Following January’s graduation, twelve officers who trained to handle eight drug-and-bomb-detecting K9 dogs have begun to patrol Palau’s points of entry, and have proven effective, says newly-appointed Bureau of Public Safety (BPS) Director Ismael Aguon.
While the absence of regular air travel has temporarily decreased the need for K9 detection at the airport, Director Aguon said that the dogs are still being used to check air cargo, mail, and cargo containers offloaded at the seaports.
“We’re fortunate right now that there are no passenger travels, and we’re also fortunate because there’s quarantine involved, there’s more security involved in the travel of people,” said Director Aguon. “But we still have cargo coming in at all three locations.”

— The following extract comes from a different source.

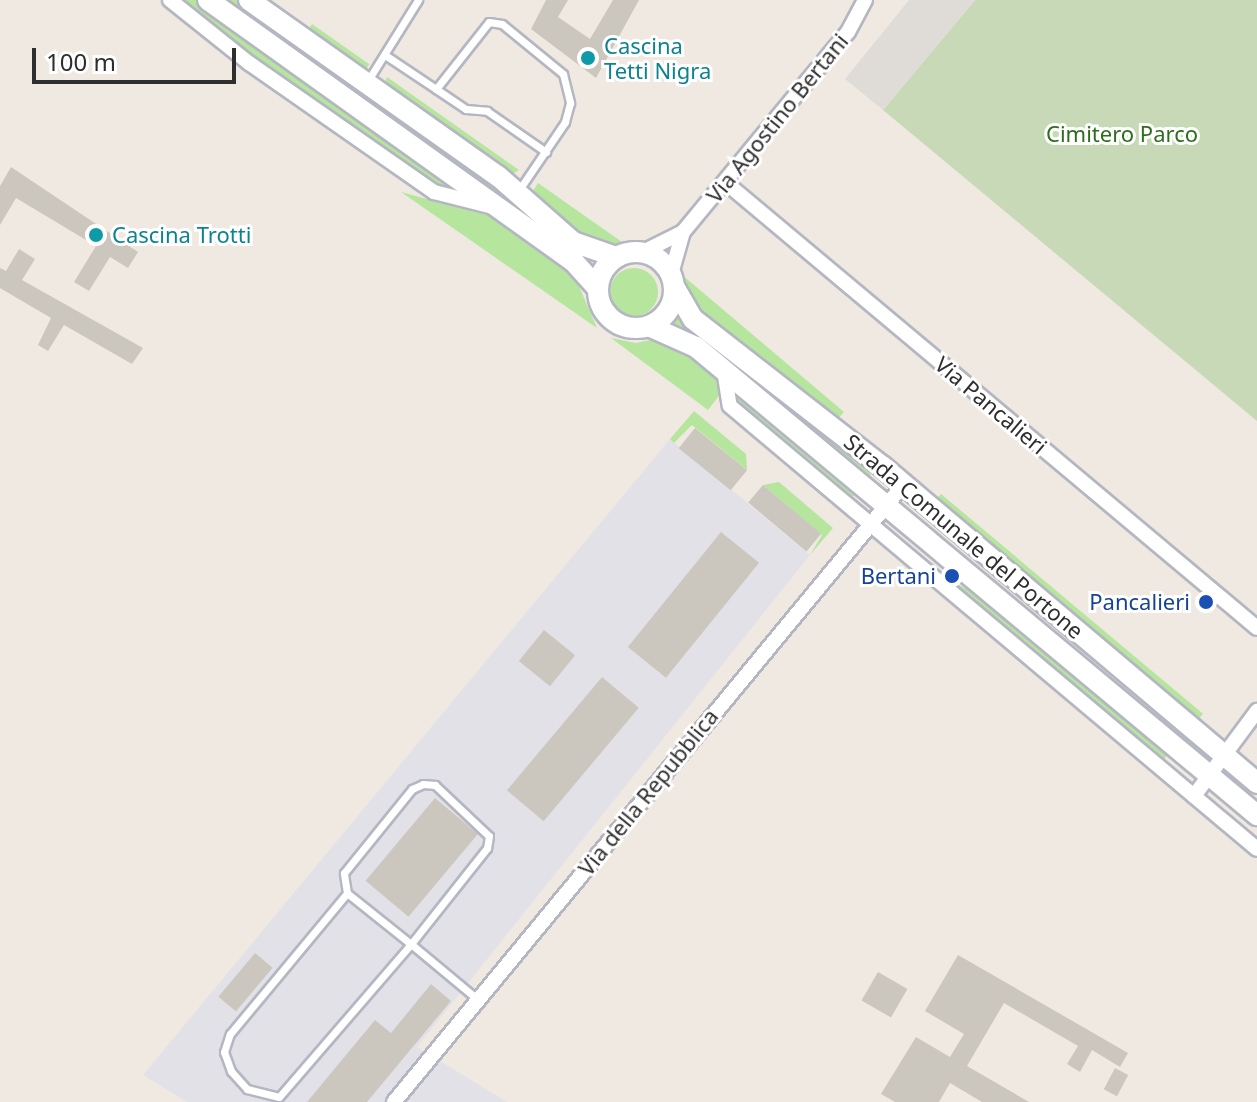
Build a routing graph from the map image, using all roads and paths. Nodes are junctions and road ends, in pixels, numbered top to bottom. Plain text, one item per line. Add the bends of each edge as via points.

According to Aguon, the K9 dogs have already detected illegal substances attempting to be smuggled through the checkpoints, although he said that he is not at liberty to disclose details due to ongoing investigations.
Meanwhile, the Director says that the officers responsible for the K9 dogs, who work in the Narcotics Enforcement Agency (NEA), the Bureau of Customs and Border Protection, and the Airport Division, are maintaining the level of effectiveness of the dogs by training with them every week.
While this is not the first working-dog program which Palau has used, the Director said at January’s graduation that the current program is proving to be much more coordinated and effective than the previous one, because in the past program the handler had trained with a different agency than that which initially trained the dog.
Aguon says that the US team of five handlers, who were subcontracted by Bellum K9 to train Palau’s officers over a two-and-a-half-month course, have finished their official work with the K9 handlers, with the exception of the veterinarian, Dr. Kristen Decina, who is continuing to provide healthcare for the dogs on an extended contract.
Right now, the dogs are being kept in a temporary kennel facility constructed by the last Navy Seabee Civic Action Team behind the Customs Office in Malakal. A permanent kennel facility is set to be constructed near Palau International Airport in Airai, but Director Aguon says that this project is still in its permitting phase, and it is expected to take at least two years before it is completed.
While the absence of regular flights throughout most of 2020 has caused a decrease in drug-smuggling, the Director says that it has not eliminated it, with some traffickers continuing to import drugs through mail and cargo shipments. Throughout 2020, Post Customs seized five packages containing suspected methamphetamine sent from the US, totaling 183 grams.